El lavado peritoneal está indicado en pacientes con abdomen dudoso, en quienes el resultado de punciones y del resto de exámenes es negativo, en pacientes inconscientes por trauma, en pacientes con sección medular a un nivel que cause abolición de la sensibilidad del abdomen y, finalmente, en pacientes politraumatizados que van a ser llevados a cirugía diferente de la abdominal y en quienes se quiere descartar patología abdominal.  En algunos servicios de urgencias se emplea rutinariamente como procedimiento primario en pacientes con el sensorio alterado por trauma craneoencefálico, por intoxicación alcohólica, por abuso de drogas y en casos de heridas toracoabdominales. Este método es más efectivo que las punciones abdominales para diagnosticar sangrado intra-abdominal: 80% de los pacientes con punciones negativas y lavado peritoneal positivo, tienen lesiones viscerales significativas. 

 

INDICACIONES

1. Politraumatismo con hipotensión persistente no explicada por hemorragia externa, intratorácica o esquelética. 
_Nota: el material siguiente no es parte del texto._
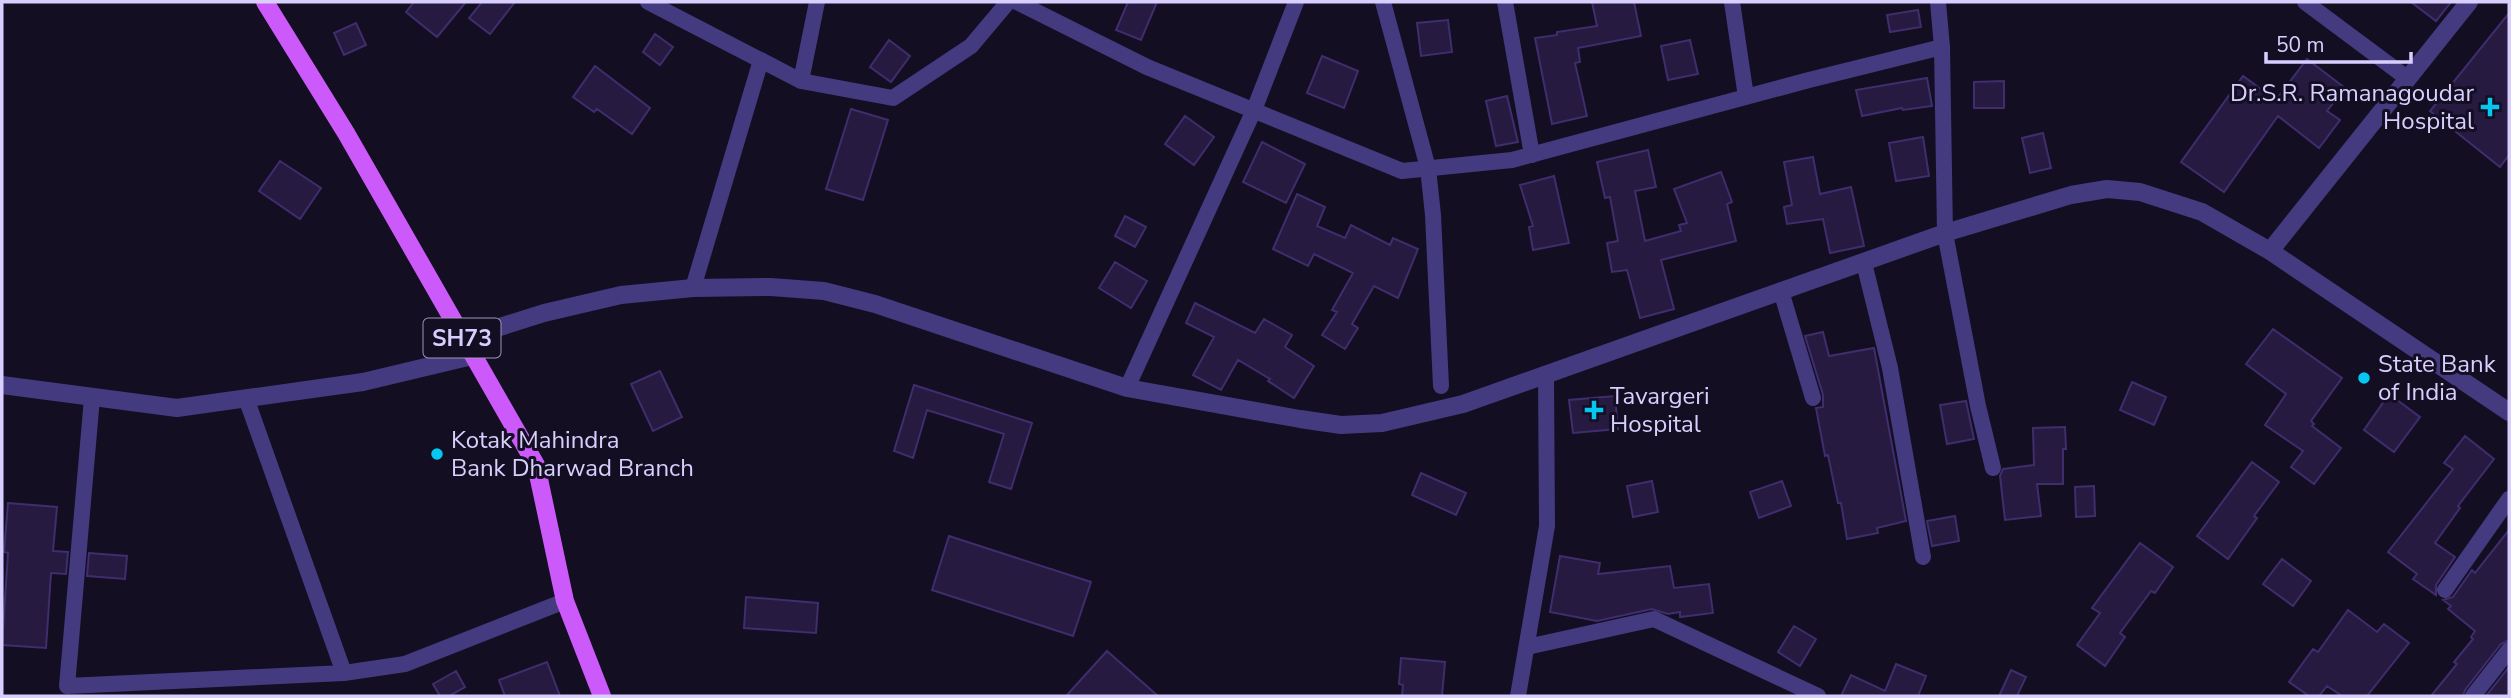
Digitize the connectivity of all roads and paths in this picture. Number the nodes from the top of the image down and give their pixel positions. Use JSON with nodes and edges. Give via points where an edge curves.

2. Politraumatismo con lesión craneoencefálica y alteraciones de conciencia.

3. Traumatismo abdominal no penetrante con signos de lesión grave en la pared abdominal. 

4. Estado comatoso, de embriaguez o bajo acción de drogas de efecto neurológico y con huellas de traumatismo múltiple.
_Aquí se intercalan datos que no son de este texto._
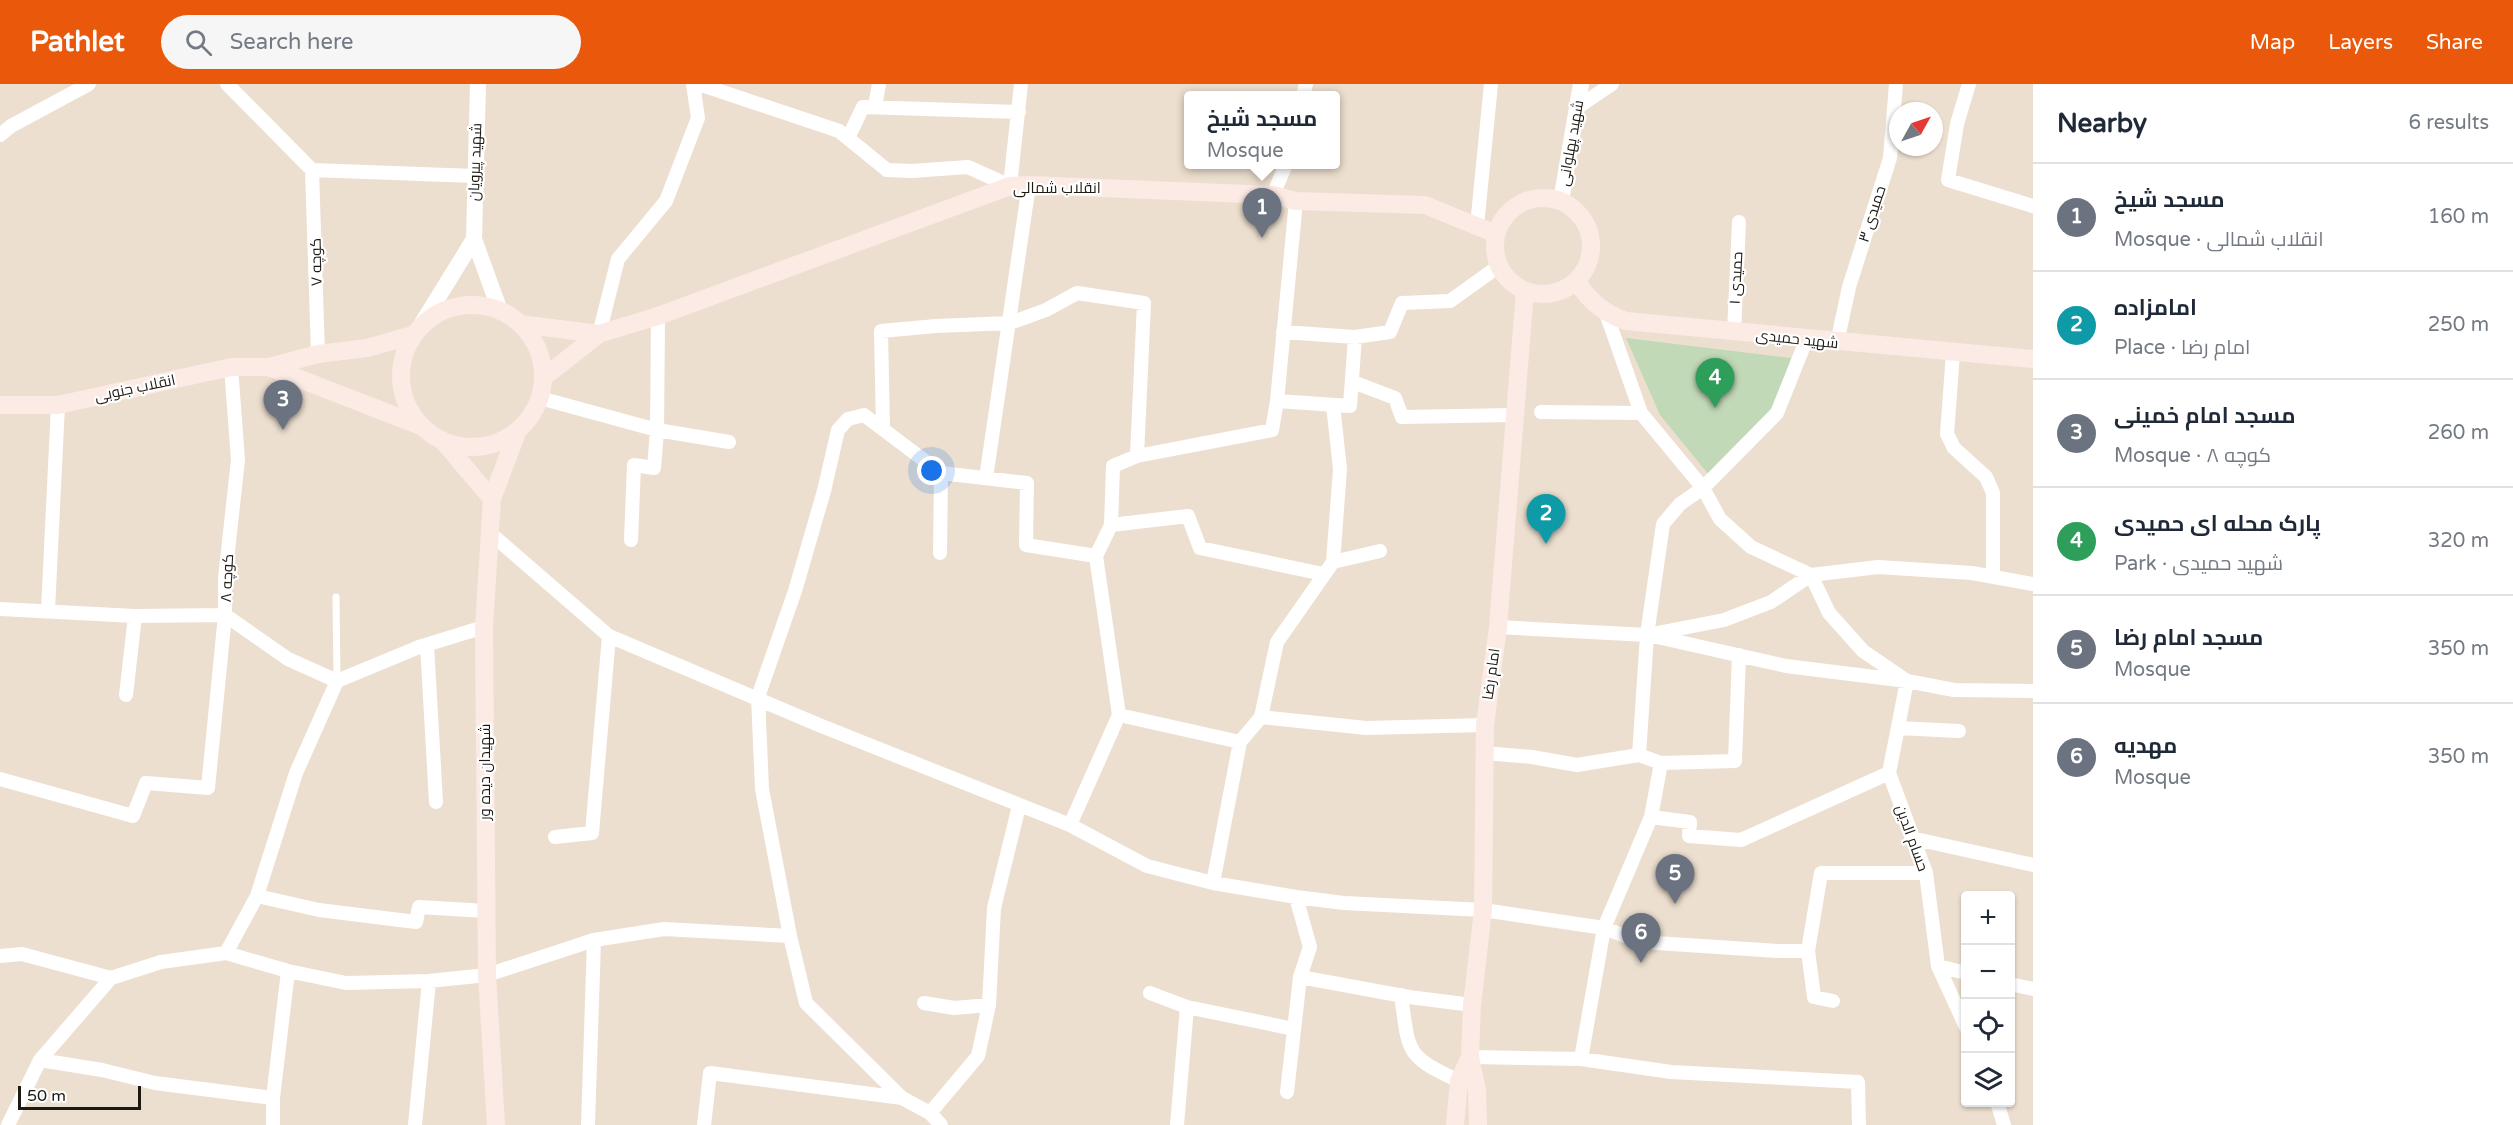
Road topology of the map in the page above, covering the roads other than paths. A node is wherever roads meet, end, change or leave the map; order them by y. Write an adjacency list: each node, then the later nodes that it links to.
1 (89, 84): 17 (street)
2 (227, 84): 13 (street)
3 (478, 84): 21 (street, شهید پیرویان)
4 (693, 84): 43 (street)
5 (699, 84): 18 (street)
6 (879, 84): 14 (street)
7 (1021, 84): 16 (street)
8 (1491, 84): 29 (street)
9 (1581, 84): 15 (street, شهید پهلوانی)
10 (1612, 84): 15 (street)
11 (1896, 84): 46 (street, حمیدی ۳)
12 (1969, 84): 27 (street)
13 (239, 89): 20 (street)
14 (875, 107): 16 (street); 18 (street)
15 (1578, 107): 26 (street, شهید پهلوانی)
16 (1019, 112): 23 (street)
17 (0, 135)
18 (848, 138): 23 (street)
19 (1284, 169): 24 (street)
20 (312, 170): 21 (street); 48 (street, کوچه ۷)
21 (475, 176): 31 (street, شهید پیرویان)
22 (1029, 185): 23 (main road, انقلاب شمالی); 24 (main road, انقلاب شمالی); 38 (street)
23 (1010, 186): 37 (main road, انقلاب شمالی)
24 (1273, 195): 25 (main road, انقلاب شمالی)
25 (1296, 201): 29 (main road, انقلاب شمالی); 41 (street)
26 (1561, 201): 30 (main road); 33 (main road)
27 (2033, 206)
28 (1739, 222): 42 (street, حمیدی ۱)
29 (1477, 226): 30 (main road, انقلاب شمالی)
30 (1496, 234): 32 (main road)
31 (474, 239): 35 (street); 40 (street)
32 (1499, 266): 34 (main road); 44 (street)
33 (1577, 282): 34 (main road); 36 (main road, شهید حمیدی)
34 (1524, 291): 61 (main road, امام رضا)
35 (500, 311): 39 (main road); 40 (main road)
36 (1606, 313): 42 (main road, شهید حمیدی); 60 (street)
37 (658, 316): 43 (main road, انقلاب شمالی); 65 (street)
38 (1010, 323): 63 (street); 68 (street); 70 (street)
39 (520, 324): 43 (main road); 52 (main road)
40 (417, 330): 48 (main road); 62 (main road)
41 (1283, 332): 44 (street); 55 (street)
42 (1734, 333): 45 (main road, شهید حمیدی)
43 (599, 334): 52 (main road)
44 (1355, 337): 53 (street)
45 (1808, 338): 46 (main road, شهید حمیدی); 71 (street)
46 (1837, 343): 47 (main road, شهید حمیدی)
47 (1953, 352): 49 (main road, شهید حمیدی); 82 (street)
48 (318, 354): 51 (main road)
49 (2033, 359)
50 (231, 367): 51 (main road, انقلاب جنوبی); 57 (main road, انقلاب جنوبی); 88 (street, کوچه ۸)
51 (269, 367): 62 (main road)
52 (543, 378): 54 (main road)
53 (1353, 382): 58 (street); 61 (street)
54 (540, 398): 64 (main road); 65 (street)
55 (1277, 401): 58 (street); 68 (street)
56 (0, 405): 57 (main road, انقلاب جنوبی)
57 (58, 405): 86 (street)
58 (1333, 405): 79 (street)
59 (1541, 412): 60 (street)
60 (1641, 412): 71 (street)
61 (1513, 415): 90 (main road, امام رضا)
62 (423, 427): 66 (main road)
63 (883, 428): 69 (street); 99 (street)
64 (518, 430): 66 (main road); 72 (main road, شهیدان دیده ور)
65 (657, 430): 67 (street); 75 (street)
66 (440, 439): 72 (main road)
67 (729, 442)
68 (1137, 456): 73 (street)
69 (941, 473): 70 (street); 77 (street)
70 (986, 478): 78 (street)
71 (1702, 488): 81 (street); 91 (street)
72 (492, 499): 74 (main road, شهیدان دیده ور)
73 (1111, 525): 78 (street); 80 (street)
74 (490, 533): 89 (main road, شهیدان دیده ور); 92 (street)
75 (631, 540)
76 (1380, 551): 79 (street)
77 (940, 553)
78 (1096, 556): 100 (street)
79 (1334, 562): 80 (street)
80 (1323, 574): 101 (street)
81 (1811, 575): 82 (street); 91 (street); 96 (street)
82 (1993, 577): 83 (street)
83 (2033, 584)
84 (336, 597): 95 (lane)
85 (0, 609): 86 (street)
86 (48, 610): 87 (street)
87 (135, 615): 88 (street); 98 (street)
88 (225, 615): 95 (street); 110 (street, کوچه ۸)
89 (484, 627): 93 (street); 123 (main road, شهیدان دیده ور)
90 (1498, 627): 91 (street); 102 (main road, امام رضا)
91 (1647, 635): 94 (street); 107 (street)
92 (609, 636): 99 (street); 115 (street)
93 (427, 645): 95 (street); 111 (street)
94 (1739, 656): 96 (street); 108 (street)
95 (337, 681): 120 (street)
96 (1907, 681): 97 (street); 103 (street)
97 (2033, 690)
98 (126, 695)
99 (758, 697): 112 (street); 125 (street)
100 (1119, 715): 105 (street); 114 (street)
101 (1261, 717): 102 (street); 105 (street)
102 (1485, 725): 106 (main road, امام رضا)
103 (1898, 728): 104 (street); 109 (street)
104 (1959, 731)
105 (1240, 742): 119 (street)
106 (1485, 753): 107 (street); 122 (main road, امام رضا)
107 (1639, 755): 108 (street)
108 (1661, 763): 113 (street)
109 (1889, 773): 113 (street); 116 (street, حسام الدین)
110 (0, 779)
111 (436, 802)
112 (1019, 806): 114 (street); 143 (street)
113 (1651, 817): 124 (street)
114 (1070, 825): 119 (street)
115 (555, 837)
116 (1911, 838): 117 (street); 118 (street, حسام الدین)
117 (2033, 865)
118 (1926, 873): 127 (street); 130 (street, حسام الدین)
119 (1213, 883): 121 (street)
120 (258, 897): 123 (street); 128 (street)
121 (1296, 897): 122 (street); 134 (street)
122 (1483, 910): 124 (street); 144 (main road, امام رضا)
123 (486, 911): 133 (main road, شهیدان دیده ور)
124 (1604, 928): 127 (street); 149 (street)
125 (790, 936): 126 (street); 154 (street)
126 (594, 940): 133 (street); 161 (street)
127 (1808, 951): 141 (street)
128 (226, 953): 131 (street); 135 (street)
129 (0, 956): 135 (street)
130 (1938, 966): 132 (street); 146 (street, حسام الدین)
131 (288, 971): 136 (street); 153 (street)
132 (1961, 972)
133 (487, 975): 136 (street); 160 (main road, شهیدان دیده ور)
134 (1300, 977): 140 (street); 147 (street)
135 (111, 978): 150 (street)
136 (429, 981): 159 (street)
137 (2015, 985): 138 (street)
138 (2033, 989)
139 (1150, 993): 145 (street)
140 (1401, 995): 144 (street); 151 (street)
141 (1833, 1001)
142 (924, 1004): 143 (street)
143 (989, 1005): 156 (street)
144 (1473, 1005): 148 (main road, امام رضا)
145 (1187, 1007): 147 (street); 164 (street)
146 (1961, 1018)
147 (1294, 1029): 152 (street)
148 (1470, 1058): 149 (street); 151 (main road, امام رضا); 166 (main road, امام رضا)
149 (1581, 1059): 167 (street)
150 (40, 1060): 153 (street); 157 (street)
151 (1459, 1081): 165 (main road, امام رضا)
152 (1287, 1092)
153 (273, 1098): 158 (street)
154 (902, 1098): 156 (street); 162 (street)
155 (1999, 1107): 168 (street)
156 (930, 1113): 163 (street)
157 (8, 1125)
158 (273, 1125)
159 (415, 1125)
160 (496, 1125)
161 (588, 1125)
162 (704, 1125)
163 (941, 1125)
164 (1177, 1125)
165 (1455, 1125)
166 (1478, 1125)
167 (1859, 1125)
168 (2004, 1125)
5. Politraumatismo con lesión de medula espinal y alteraciones de la sensibilidad secundarias al traumatismo.

6. Lesión grave de la región inferior del tórax. 

7. Herida penetrante en un hemitórax por debajo del quinto espacio intercostal, con sospecha de lesión diafragmática o visceral.

8. Politraumatismo con lesiones graves de los tejidos blandos en dos extremidades, una superior y una inferior. 

 

La indicación del lavado en el diagnóstico del abdomen agudo de tipo médico no es clara en la actualidad. 

PROCEDIMIENTO

A fin de evitar confusiones diagnósticas, el lavado peritoneal debe hacerse después de tomar las imágenes radiológicas pertinentes. Equipo

1. Sonda vesical.

2. Sonda nasogástrica.

3. Alcohol yodado o yodopovidona.

4. Jeringa de 10 ml para anestesia.

5. Lidocaína al 1% ó 2 % con epinefrina.

6. Agujas hipodérmicas calibres 18 y 22.

7. Campo estéril.

8. Mango de bisturí No.3.

9. Hoja de bisturí No.11.

10.Dos pinzas hemostáticas de Kelly.

11.Un par de separadores de Farabeuf.

12.Una tijera de disección.

13.Un porta-agujas.

14.Vicryl® 2-0.

15.Prolene® 3-0.

16.Un trócar No.14F.

17.Una sonda de Nelaton No. 10F o un catéter de diálisis peritoneal, o un equipo de venoclisis.

 

El sitio de preferencia, para la punción o la incisión, es la línea media, a 2 ó 3 cm por debajo del ombligo. Si el paciente tiene cicatrices quirúrgicas en la línea media, debe evitarse este acceso e incidir en cambio a 3 cm por encima del ombligo o sobre el borde lateral del recto abdominal a la altura del ombligo. El catéter puede ser introducido puncionando la pared abdominal simplemente, lo que se conoce como método cerrado, o abriendo la pared por planos incluyendo el peritoneo, lo que se conoce como método abierto. Se prefiere la técnica abierta porque tiene pocas complicaciones y produce menos resultados falsos positivos.